WORK TO COMPLETE: Your response should give back each record exactly, word for word.

TASK INPUTS:

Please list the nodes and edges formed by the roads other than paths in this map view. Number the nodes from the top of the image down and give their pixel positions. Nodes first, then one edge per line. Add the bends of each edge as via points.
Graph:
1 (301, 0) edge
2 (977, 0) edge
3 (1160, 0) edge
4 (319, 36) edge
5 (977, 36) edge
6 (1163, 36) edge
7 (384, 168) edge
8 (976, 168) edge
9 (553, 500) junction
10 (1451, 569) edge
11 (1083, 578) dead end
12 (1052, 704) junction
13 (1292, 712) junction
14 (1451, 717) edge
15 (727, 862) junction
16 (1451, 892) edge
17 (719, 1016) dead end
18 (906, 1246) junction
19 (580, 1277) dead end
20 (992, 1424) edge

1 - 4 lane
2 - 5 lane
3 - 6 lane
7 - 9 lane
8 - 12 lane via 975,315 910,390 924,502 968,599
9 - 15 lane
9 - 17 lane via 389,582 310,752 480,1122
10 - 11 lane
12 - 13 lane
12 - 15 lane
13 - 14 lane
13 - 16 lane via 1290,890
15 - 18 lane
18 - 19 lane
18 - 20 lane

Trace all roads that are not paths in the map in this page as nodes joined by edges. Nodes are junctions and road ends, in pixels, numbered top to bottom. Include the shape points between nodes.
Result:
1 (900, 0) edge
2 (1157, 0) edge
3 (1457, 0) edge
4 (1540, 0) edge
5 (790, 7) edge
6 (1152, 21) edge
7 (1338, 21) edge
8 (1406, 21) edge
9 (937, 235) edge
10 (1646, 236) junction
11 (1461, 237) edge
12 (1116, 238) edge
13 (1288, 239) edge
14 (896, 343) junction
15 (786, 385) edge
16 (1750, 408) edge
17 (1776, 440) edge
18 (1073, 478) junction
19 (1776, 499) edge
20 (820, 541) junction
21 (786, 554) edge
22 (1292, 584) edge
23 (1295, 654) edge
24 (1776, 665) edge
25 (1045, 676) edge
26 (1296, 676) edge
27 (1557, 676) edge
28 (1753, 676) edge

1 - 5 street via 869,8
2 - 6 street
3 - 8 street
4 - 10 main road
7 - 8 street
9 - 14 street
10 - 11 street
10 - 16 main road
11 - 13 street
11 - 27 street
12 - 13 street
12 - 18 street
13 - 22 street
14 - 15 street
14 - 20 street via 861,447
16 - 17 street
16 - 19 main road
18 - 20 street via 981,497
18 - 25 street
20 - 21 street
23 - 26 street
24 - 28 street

COMPLETED EXERCISE:
Please list the nodes and edges formed by the roads other than paths in this map view. Number the nodes from the top of the image down and give their pixel positions. Nodes first, then one edge per line. Add the bends of each edge as via points.
Graph:
1 (301, 0) edge
2 (977, 0) edge
3 (1160, 0) edge
4 (319, 36) edge
5 (977, 36) edge
6 (1163, 36) edge
7 (384, 168) edge
8 (976, 168) edge
9 (553, 500) junction
10 (1451, 569) edge
11 (1083, 578) dead end
12 (1052, 704) junction
13 (1292, 712) junction
14 (1451, 717) edge
15 (727, 862) junction
16 (1451, 892) edge
17 (719, 1016) dead end
18 (906, 1246) junction
19 (580, 1277) dead end
20 (992, 1424) edge

1 - 4 lane
2 - 5 lane
3 - 6 lane
7 - 9 lane
8 - 12 lane via 975,315 910,390 924,502 968,599
9 - 15 lane
9 - 17 lane via 389,582 310,752 480,1122
10 - 11 lane
12 - 13 lane
12 - 15 lane
13 - 14 lane
13 - 16 lane via 1290,890
15 - 18 lane
18 - 19 lane
18 - 20 lane

Trace all roads that are not paths in the map in this page as nodes joined by edges. Nodes are junctions and road ends, in pixels, numbered top to bottom. Include the shape points between nodes.
Result:
1 (900, 0) edge
2 (1157, 0) edge
3 (1457, 0) edge
4 (1540, 0) edge
5 (790, 7) edge
6 (1152, 21) edge
7 (1338, 21) edge
8 (1406, 21) edge
9 (937, 235) edge
10 (1646, 236) junction
11 (1461, 237) edge
12 (1116, 238) edge
13 (1288, 239) edge
14 (896, 343) junction
15 (786, 385) edge
16 (1750, 408) edge
17 (1776, 440) edge
18 (1073, 478) junction
19 (1776, 499) edge
20 (820, 541) junction
21 (786, 554) edge
22 (1292, 584) edge
23 (1295, 654) edge
24 (1776, 665) edge
25 (1045, 676) edge
26 (1296, 676) edge
27 (1557, 676) edge
28 (1753, 676) edge

1 - 5 street via 869,8
2 - 6 street
3 - 8 street
4 - 10 main road
7 - 8 street
9 - 14 street
10 - 11 street
10 - 16 main road
11 - 13 street
11 - 27 street
12 - 13 street
12 - 18 street
13 - 22 street
14 - 15 street
14 - 20 street via 861,447
16 - 17 street
16 - 19 main road
18 - 20 street via 981,497
18 - 25 street
20 - 21 street
23 - 26 street
24 - 28 street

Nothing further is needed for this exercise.